Regulators in the U.K., Switzerland and Brazil also back Tencent's project, reports Coindesk, giving the project several large markets to work with. Tencent is also WeChat Pay's parent company, an added benefit as WeChat gets more aggressive in Europe.
Tencent's project started as an anti-fraud initiative, but has added more business use cases over time.
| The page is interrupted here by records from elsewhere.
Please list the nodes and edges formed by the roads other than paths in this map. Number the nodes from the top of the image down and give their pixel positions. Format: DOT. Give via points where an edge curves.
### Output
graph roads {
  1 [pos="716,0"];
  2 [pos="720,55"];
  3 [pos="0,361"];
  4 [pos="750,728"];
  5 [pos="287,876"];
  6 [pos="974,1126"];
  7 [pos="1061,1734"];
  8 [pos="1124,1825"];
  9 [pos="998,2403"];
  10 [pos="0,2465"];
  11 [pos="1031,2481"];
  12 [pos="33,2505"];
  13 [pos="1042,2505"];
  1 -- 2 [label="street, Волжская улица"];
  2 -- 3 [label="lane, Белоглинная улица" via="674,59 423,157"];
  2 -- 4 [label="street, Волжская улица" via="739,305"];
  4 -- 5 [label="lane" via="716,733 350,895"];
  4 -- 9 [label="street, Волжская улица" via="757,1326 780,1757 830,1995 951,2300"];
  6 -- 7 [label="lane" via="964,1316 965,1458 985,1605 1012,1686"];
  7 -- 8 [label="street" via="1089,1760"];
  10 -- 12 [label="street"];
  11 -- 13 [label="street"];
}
While China has taken a hard line on cryptocurrency, China's government has asked the country's financial companies to develop blockchain services.
Jumio is testing a real-time automated ID verification system that relies on a mix of visual aids for authentication.
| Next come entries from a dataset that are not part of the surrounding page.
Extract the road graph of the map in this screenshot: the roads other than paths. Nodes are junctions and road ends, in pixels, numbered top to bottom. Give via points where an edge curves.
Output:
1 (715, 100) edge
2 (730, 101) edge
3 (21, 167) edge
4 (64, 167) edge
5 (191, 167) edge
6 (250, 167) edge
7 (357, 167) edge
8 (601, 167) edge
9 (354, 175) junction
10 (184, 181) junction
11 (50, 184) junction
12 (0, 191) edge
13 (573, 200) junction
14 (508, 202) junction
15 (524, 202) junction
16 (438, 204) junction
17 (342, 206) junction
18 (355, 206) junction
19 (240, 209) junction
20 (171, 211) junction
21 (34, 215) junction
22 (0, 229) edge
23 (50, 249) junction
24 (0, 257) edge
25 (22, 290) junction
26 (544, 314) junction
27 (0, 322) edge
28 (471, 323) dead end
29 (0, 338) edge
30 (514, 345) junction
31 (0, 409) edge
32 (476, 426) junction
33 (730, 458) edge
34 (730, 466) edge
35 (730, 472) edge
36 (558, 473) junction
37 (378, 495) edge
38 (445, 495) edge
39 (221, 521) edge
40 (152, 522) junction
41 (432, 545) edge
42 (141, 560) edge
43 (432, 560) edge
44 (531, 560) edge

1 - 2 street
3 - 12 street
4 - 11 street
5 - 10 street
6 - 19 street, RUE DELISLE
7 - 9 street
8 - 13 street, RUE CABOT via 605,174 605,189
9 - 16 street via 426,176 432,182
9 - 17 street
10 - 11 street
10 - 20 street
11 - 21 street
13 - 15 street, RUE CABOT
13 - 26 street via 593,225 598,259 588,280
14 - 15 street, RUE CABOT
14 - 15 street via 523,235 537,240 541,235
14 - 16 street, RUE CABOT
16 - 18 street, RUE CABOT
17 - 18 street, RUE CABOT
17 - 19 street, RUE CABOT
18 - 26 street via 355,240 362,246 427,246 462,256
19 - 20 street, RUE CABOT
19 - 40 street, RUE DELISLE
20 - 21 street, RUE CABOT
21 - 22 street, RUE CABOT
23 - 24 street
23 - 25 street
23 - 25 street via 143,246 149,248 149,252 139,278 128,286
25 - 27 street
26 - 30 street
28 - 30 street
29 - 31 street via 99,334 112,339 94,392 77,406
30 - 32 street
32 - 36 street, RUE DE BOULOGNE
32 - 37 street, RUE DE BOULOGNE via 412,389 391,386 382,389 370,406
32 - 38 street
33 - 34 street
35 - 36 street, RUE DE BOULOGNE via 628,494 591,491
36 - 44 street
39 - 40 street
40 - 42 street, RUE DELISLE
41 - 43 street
The company is using what it calls liveness detection to determine if photos, videos or 3D masks are being used to create an online account instead of smartphone images, or selfies.
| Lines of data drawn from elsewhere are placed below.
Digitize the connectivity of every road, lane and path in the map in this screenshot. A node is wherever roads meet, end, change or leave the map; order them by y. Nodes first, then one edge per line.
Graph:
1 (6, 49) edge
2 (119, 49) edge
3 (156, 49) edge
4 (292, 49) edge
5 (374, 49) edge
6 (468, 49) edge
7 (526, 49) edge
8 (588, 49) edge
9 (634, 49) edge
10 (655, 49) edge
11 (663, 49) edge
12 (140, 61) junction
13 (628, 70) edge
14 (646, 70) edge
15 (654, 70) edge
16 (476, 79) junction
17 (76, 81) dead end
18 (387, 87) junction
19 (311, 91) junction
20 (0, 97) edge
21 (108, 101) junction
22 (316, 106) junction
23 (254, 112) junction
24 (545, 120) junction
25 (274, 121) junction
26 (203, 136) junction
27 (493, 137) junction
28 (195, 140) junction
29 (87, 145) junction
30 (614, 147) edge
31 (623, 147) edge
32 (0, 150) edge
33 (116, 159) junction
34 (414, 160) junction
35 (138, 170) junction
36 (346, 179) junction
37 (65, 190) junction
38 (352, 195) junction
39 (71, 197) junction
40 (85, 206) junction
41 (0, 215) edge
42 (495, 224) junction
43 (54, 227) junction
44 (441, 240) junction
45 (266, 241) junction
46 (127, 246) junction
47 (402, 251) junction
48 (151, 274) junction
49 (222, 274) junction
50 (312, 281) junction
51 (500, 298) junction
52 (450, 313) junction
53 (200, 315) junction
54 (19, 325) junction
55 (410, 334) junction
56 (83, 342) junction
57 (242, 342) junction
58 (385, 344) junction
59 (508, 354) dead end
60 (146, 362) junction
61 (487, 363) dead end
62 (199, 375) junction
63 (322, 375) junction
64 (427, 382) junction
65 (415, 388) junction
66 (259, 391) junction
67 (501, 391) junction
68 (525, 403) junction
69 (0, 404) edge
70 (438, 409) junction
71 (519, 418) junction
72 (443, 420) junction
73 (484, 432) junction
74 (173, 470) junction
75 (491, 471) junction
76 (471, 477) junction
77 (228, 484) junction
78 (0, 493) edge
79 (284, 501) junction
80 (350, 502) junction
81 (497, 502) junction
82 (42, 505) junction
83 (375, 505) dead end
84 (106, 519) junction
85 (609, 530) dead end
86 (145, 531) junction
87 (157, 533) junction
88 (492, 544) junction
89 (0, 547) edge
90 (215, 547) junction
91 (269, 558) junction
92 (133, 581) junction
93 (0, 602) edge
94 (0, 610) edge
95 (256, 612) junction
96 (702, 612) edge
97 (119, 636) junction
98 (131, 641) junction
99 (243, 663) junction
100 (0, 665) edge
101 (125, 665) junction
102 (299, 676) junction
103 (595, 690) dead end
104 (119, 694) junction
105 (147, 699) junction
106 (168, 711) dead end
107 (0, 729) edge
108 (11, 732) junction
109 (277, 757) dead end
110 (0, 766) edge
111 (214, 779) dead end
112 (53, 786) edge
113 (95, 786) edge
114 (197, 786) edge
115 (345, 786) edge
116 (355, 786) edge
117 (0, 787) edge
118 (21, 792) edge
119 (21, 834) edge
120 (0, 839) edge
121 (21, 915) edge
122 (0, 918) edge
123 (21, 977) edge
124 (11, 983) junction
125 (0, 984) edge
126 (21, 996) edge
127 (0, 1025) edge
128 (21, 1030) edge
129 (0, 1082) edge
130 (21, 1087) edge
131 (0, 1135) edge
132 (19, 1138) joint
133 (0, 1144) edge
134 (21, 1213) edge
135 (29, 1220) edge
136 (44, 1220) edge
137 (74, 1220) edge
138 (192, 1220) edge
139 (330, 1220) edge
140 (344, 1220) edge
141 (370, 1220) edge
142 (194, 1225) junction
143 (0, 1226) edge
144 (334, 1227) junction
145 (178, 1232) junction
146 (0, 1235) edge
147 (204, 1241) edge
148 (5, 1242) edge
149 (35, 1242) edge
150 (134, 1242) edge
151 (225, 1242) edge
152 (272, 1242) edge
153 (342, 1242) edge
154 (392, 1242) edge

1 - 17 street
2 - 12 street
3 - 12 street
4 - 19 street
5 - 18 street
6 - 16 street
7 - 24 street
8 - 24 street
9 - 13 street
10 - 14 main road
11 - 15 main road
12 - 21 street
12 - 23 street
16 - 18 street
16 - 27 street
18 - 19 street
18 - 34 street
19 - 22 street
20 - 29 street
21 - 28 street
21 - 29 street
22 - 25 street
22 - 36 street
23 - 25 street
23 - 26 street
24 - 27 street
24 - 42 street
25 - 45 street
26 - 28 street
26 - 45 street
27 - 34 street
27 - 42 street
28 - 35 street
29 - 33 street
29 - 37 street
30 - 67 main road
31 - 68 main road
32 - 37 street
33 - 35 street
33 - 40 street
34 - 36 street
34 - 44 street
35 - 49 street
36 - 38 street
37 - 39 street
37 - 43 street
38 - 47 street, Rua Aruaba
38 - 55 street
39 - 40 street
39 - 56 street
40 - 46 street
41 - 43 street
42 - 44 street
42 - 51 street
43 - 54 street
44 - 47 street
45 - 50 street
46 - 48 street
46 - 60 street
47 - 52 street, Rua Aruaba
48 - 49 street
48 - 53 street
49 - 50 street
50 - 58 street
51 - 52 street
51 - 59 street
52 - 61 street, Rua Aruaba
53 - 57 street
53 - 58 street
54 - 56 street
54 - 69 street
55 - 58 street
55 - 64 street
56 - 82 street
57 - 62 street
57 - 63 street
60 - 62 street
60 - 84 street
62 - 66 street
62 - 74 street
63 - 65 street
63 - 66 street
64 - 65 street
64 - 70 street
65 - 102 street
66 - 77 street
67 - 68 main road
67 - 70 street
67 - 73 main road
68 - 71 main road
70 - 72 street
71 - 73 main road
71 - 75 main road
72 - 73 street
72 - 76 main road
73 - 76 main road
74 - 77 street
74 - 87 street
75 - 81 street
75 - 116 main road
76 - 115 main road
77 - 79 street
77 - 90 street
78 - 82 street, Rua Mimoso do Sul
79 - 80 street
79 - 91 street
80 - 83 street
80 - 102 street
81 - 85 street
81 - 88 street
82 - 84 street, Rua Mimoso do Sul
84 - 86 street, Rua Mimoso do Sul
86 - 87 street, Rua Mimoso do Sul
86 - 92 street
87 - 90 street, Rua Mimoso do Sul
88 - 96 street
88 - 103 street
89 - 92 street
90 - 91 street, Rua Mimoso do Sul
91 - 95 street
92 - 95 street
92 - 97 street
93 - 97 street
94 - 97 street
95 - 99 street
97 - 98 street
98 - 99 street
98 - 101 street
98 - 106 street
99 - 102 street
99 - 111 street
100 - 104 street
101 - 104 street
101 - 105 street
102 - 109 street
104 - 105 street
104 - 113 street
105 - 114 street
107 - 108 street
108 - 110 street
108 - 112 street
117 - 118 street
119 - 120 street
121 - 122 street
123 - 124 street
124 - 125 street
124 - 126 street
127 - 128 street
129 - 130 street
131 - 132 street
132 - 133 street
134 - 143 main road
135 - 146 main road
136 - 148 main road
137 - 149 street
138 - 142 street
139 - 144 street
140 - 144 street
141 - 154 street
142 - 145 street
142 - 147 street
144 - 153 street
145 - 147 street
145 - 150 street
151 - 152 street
Jumio launched its own "selfie ID" technology in February and in the past had used "eye trackers" to spot fake images in photo IDs.
IBM and central bank think tank OMFIF predict a central bank somewhere in the world will produce a consumer-usable digital currency within the next five years.
Numerous central banks are considering or developing digital currencies, often in response to perceived rivalry from cryptocurrencies.
IBM and OMFIF say the initial central bank currency will debut in a small economy and will be geared toward a specific policy or use case. The central bank currency will also likely include partnerships with private firms.
Last mile battle
Amazon is offering free grocery deliveries to Prime members via its Amazon Fresh service in around 2,000 markets, the latest in a series of salvos in Amazon's battle with Walmart.
The e-commerce giant is removing the $14.99 monthly fee and is offering one and two-hour windows as well as links to local Whole Foods inventory, according to TechCrunch.
Walmart recently rolled out unlimited delivery to about 1,400 stores; and has been ramping up delivery services for the past year.
Johannasburg's cyber networks are shut down after hackers sized the city's computers and demanded payment in 4 bitcoins, or about $38,000 depending on the day.
The city has refused to pay the ransom, and is trying to restore the system, reports CNN. The timing is particularly bad, since it comes during a period of high volume in utility payments.
Bitcoin ransoms for hacking have become common, with municipalities, companies and even the PGA falling victim over the past few years.
From the web
TrueLayer, the open banking API provider, discloses investment and partnership with Visa
TECHCRUNCH | Tue October 29, 2019
TrueLayer, the London startup that’s built a developer API platform for fintechs and other adjacent companies to utilise open banking, has agreed to a strategic and commercial relationship with Visa. Francesco Simoneschi, CEO and co-founder of TrueLayer, tells me the Visa partnership will enable the fintech to work with a “huge network” of businesses and banks to help them develop open banking services and applications that will “provide tangible benefits” to customers.
US paytech BlueSnap acquires Armatic
VERDICT | Tue October 29, 2019
US-based payments technology firm BlueSnap has acquired Armatic, an accounts receivable and invoicing automation services provider. With this acquisition, BlueSnap aims to address the challenges in the global B2B payment processing market, which largely runs on paper invoices and cheques.
Apple Pay in EU antitrust spotlight as regulators seek details
REUTERS | Tue October 29, 2019
Apple faces more regulatory woes in Europe as EU antitrust regulators ask online sales companies whether they have been told to use its mobile payment service instead of rival services, an EU document seen by Reuters showed. In a questionnaire sent in August, the European Commission said it had information Apple may have restricted online payments for the purchase of goods and services made via merchant apps or websites, in breach of EU antitrust rules.